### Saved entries

───

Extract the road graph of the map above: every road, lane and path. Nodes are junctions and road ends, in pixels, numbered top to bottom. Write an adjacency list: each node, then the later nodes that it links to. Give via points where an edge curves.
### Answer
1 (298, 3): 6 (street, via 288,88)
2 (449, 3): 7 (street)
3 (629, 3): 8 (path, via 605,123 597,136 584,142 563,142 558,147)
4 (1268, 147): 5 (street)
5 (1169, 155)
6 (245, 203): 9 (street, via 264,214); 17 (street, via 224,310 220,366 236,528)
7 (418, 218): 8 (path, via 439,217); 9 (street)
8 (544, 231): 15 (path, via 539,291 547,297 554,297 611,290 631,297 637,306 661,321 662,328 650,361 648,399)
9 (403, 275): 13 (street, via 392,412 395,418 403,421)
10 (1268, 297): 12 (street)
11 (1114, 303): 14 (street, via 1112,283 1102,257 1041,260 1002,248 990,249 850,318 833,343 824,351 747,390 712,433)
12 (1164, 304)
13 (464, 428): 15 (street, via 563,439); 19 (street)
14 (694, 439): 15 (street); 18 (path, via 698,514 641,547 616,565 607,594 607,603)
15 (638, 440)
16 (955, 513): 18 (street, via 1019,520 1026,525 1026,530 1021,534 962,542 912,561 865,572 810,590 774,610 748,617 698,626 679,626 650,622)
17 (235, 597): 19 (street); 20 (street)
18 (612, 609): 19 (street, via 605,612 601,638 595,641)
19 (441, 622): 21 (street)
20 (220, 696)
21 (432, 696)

───

### Exercise objective
Retyping the data above exactly and in full is the task.

### Result
Extract the road graph of the map above: every road, lane and path. Nodes are junctions and road ends, in pixels, numbered top to bottom. Write an adjacency list: each node, then the later nodes that it links to. Give via points where an edge curves.
### Answer
1 (298, 3): 6 (street, via 288,88)
2 (449, 3): 7 (street)
3 (629, 3): 8 (path, via 605,123 597,136 584,142 563,142 558,147)
4 (1268, 147): 5 (street)
5 (1169, 155)
6 (245, 203): 9 (street, via 264,214); 17 (street, via 224,310 220,366 236,528)
7 (418, 218): 8 (path, via 439,217); 9 (street)
8 (544, 231): 15 (path, via 539,291 547,297 554,297 611,290 631,297 637,306 661,321 662,328 650,361 648,399)
9 (403, 275): 13 (street, via 392,412 395,418 403,421)
10 (1268, 297): 12 (street)
11 (1114, 303): 14 (street, via 1112,283 1102,257 1041,260 1002,248 990,249 850,318 833,343 824,351 747,390 712,433)
12 (1164, 304)
13 (464, 428): 15 (street, via 563,439); 19 (street)
14 (694, 439): 15 (street); 18 (path, via 698,514 641,547 616,565 607,594 607,603)
15 (638, 440)
16 (955, 513): 18 (street, via 1019,520 1026,525 1026,530 1021,534 962,542 912,561 865,572 810,590 774,610 748,617 698,626 679,626 650,622)
17 (235, 597): 19 (street); 20 (street)
18 (612, 609): 19 (street, via 605,612 601,638 595,641)
19 (441, 622): 21 (street)
20 (220, 696)
21 (432, 696)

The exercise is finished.